With any major change, particularly one that is currently uncertain, there are always hesitations and concerns within the community. This will be a whole new editing experience and for those who prefer using HTML and shortcodes it will be something new to get used to.
With any updates to WordPress, it might be a case that some plugins installed on your site may not be compatible with the new Gutenberg Editor and that it may interfere with current customisation. We won’t know this until after the release. However, those plugins that aren’t compatible will eventually need to become compatible with Gutenberg.
When will it launch?
This is currently still in the testing phase and so isn’t ready just yet, but as of yesterday, we now have a better idea of when WordPress 5.0 will be released. Matt Mullenweg has just announced a plan for releasing WordPress 5.0, with the approximate release candidate being shipped in November. This of course is dependent on how well testing goes in the beta process and if any major updates need making, but from what we currently know it should be with us by the end of this year.

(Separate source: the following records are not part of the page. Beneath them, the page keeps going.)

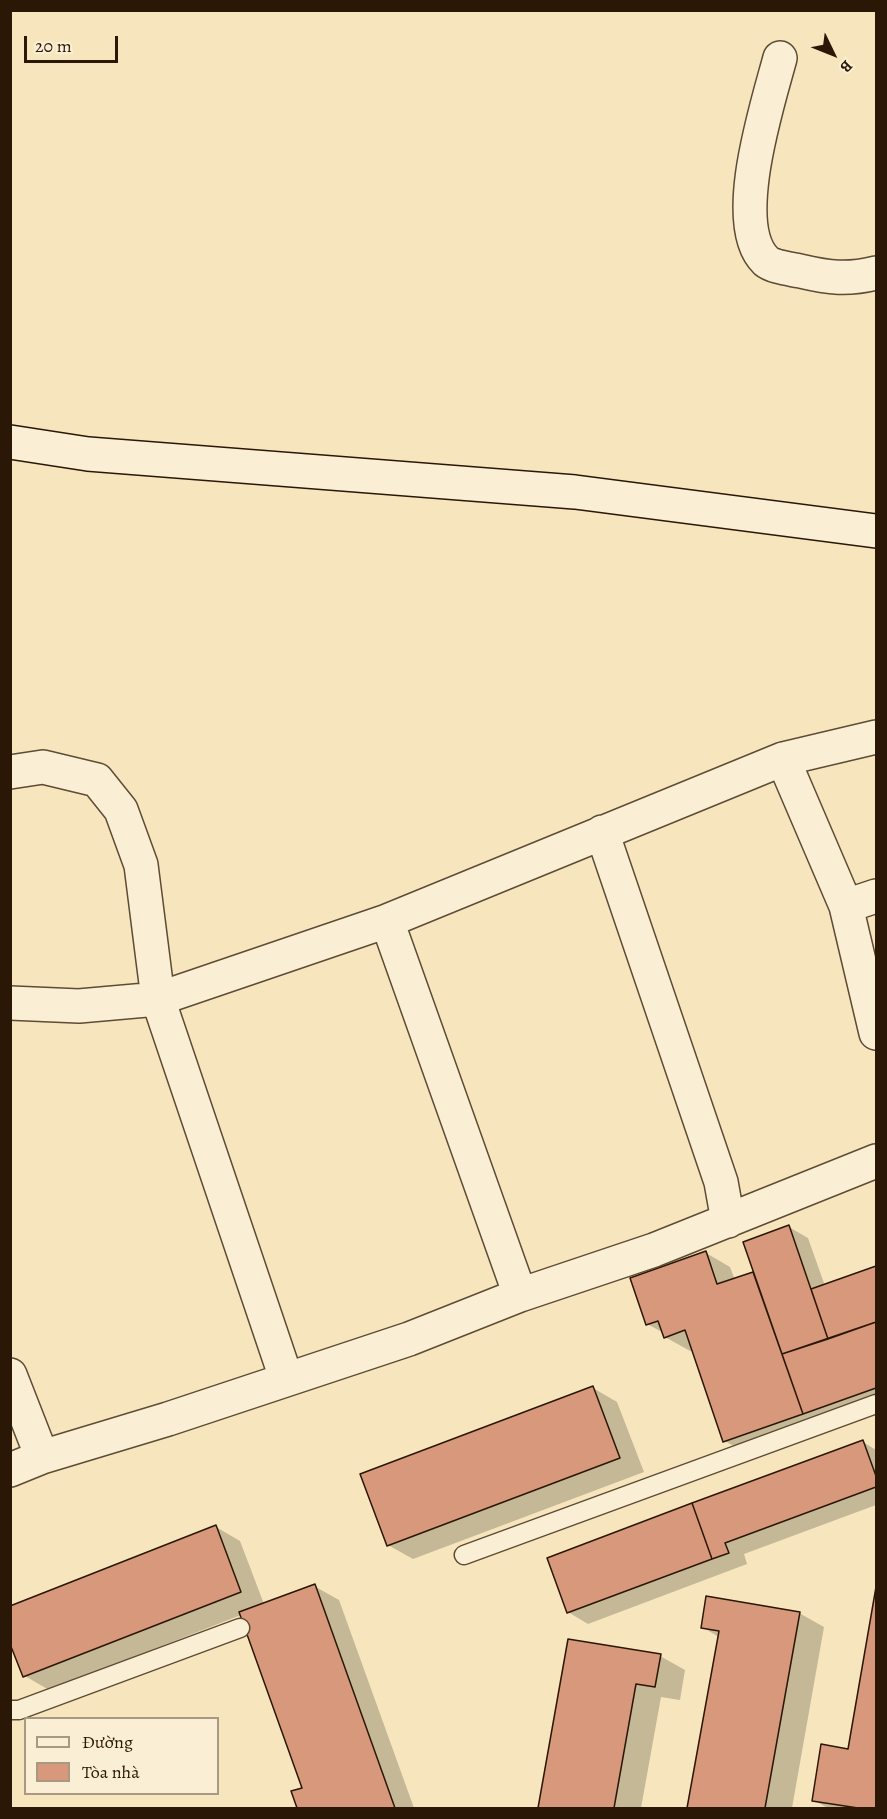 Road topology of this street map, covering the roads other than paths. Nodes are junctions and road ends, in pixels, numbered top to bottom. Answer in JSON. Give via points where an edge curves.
{"nodes":[{"id":1,"x":780,"y":58,"type":"dead end"},
{"id":2,"x":876,"y":273,"type":"edge"},
{"id":3,"x":10,"y":442,"type":"edge"},
{"id":4,"x":876,"y":531,"type":"edge"},
{"id":5,"x":876,"y":737,"type":"edge"},
{"id":6,"x":783,"y":759,"type":"junction"},
{"id":7,"x":10,"y":772,"type":"edge"},
{"id":8,"x":602,"y":832,"type":"junction"},
{"id":9,"x":861,"y":901,"type":"edge"},
{"id":10,"x":387,"y":921,"type":"junction"},
{"id":11,"x":158,"y":999,"type":"junction"},
{"id":12,"x":10,"y":1003,"type":"edge"},
{"id":13,"x":876,"y":1033,"type":"edge"},
{"id":14,"x":876,"y":1161,"type":"edge"},
{"id":15,"x":728,"y":1221,"type":"junction"},
{"id":16,"x":520,"y":1295,"type":"junction"},
{"id":17,"x":10,"y":1375,"type":"edge"},
{"id":18,"x":286,"y":1378,"type":"junction"},
{"id":19,"x":876,"y":1404,"type":"edge"},
{"id":20,"x":42,"y":1457,"type":"junction"},
{"id":21,"x":10,"y":1470,"type":"edge"},
{"id":22,"x":464,"y":1555,"type":"dead end"},
{"id":23,"x":240,"y":1628,"type":"dead end"},
{"id":24,"x":10,"y":1710,"type":"edge"}],
"edges":[{"from":1,"to":2,"type":"street","via":[[752,168],[750,228],[755,247],[767,262],[815,275],[843,279]]},
{"from":3,"to":4,"type":"street","via":[[88,454],[575,492]]},
{"from":5,"to":6,"type":"street"},
{"from":6,"to":8,"type":"street"},
{"from":6,"to":9,"type":"street"},
{"from":7,"to":11,"type":"street","via":[[43,767],[97,780],[121,810],[141,865]]},
{"from":8,"to":10,"type":"street"},
{"from":8,"to":15,"type":"street","via":[[721,1182]]},
{"from":9,"to":13,"type":"street"},
{"from":10,"to":11,"type":"street"},
{"from":10,"to":16,"type":"street"},
{"from":11,"to":12,"type":"street","via":[[79,1006]]},
{"from":11,"to":18,"type":"street"},
{"from":14,"to":15,"type":"street"},
{"from":15,"to":16,"type":"street"},
{"from":16,"to":18,"type":"street","via":[[409,1339]]},
{"from":17,"to":20,"type":"street"},
{"from":18,"to":20,"type":"street"},
{"from":19,"to":22,"type":"lane"},
{"from":20,"to":21,"type":"street"},
{"from":23,"to":24,"type":"lane","via":[[19,1710]]}]} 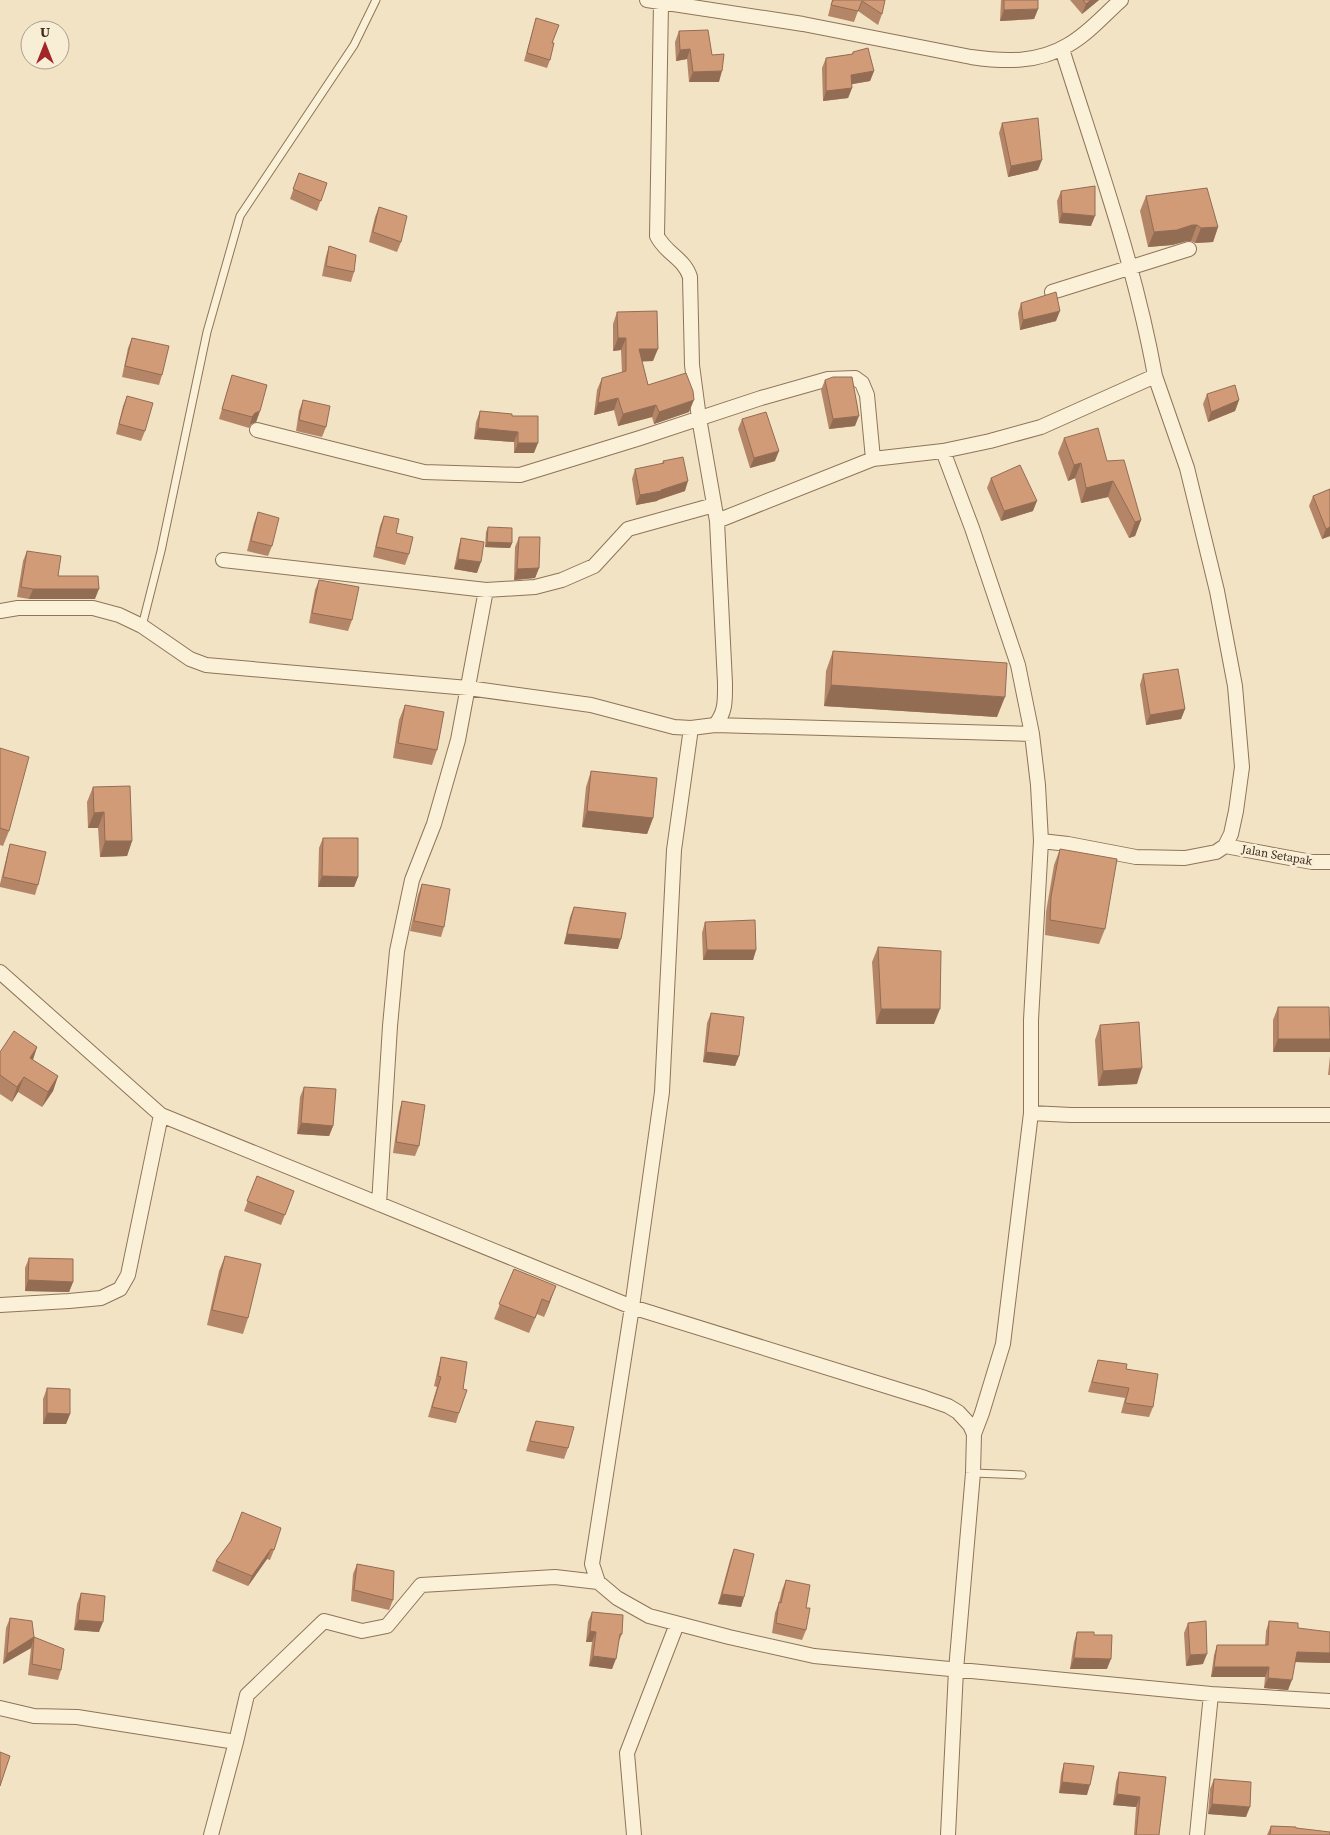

It’s currently available as a plugin for you to try so you can get a taster of what’s to come and will soon be available by default in version 5.0 of WordPress. If you prefer the classic editor that will still be available as a plugin if needed.
Websites will either be automatically upgraded to version 5.0 or you will be prompted to upgrade through notifications on your WordPress dashboard.
Are you excited about the new changes to WordPress 5.0? Do you think this will be a significant step forward for WordPress or will cause complications later on down the line? Will you be using the Gutenberg Editor or will you keep the classic WordPress editor? Share your thoughts and reasons below!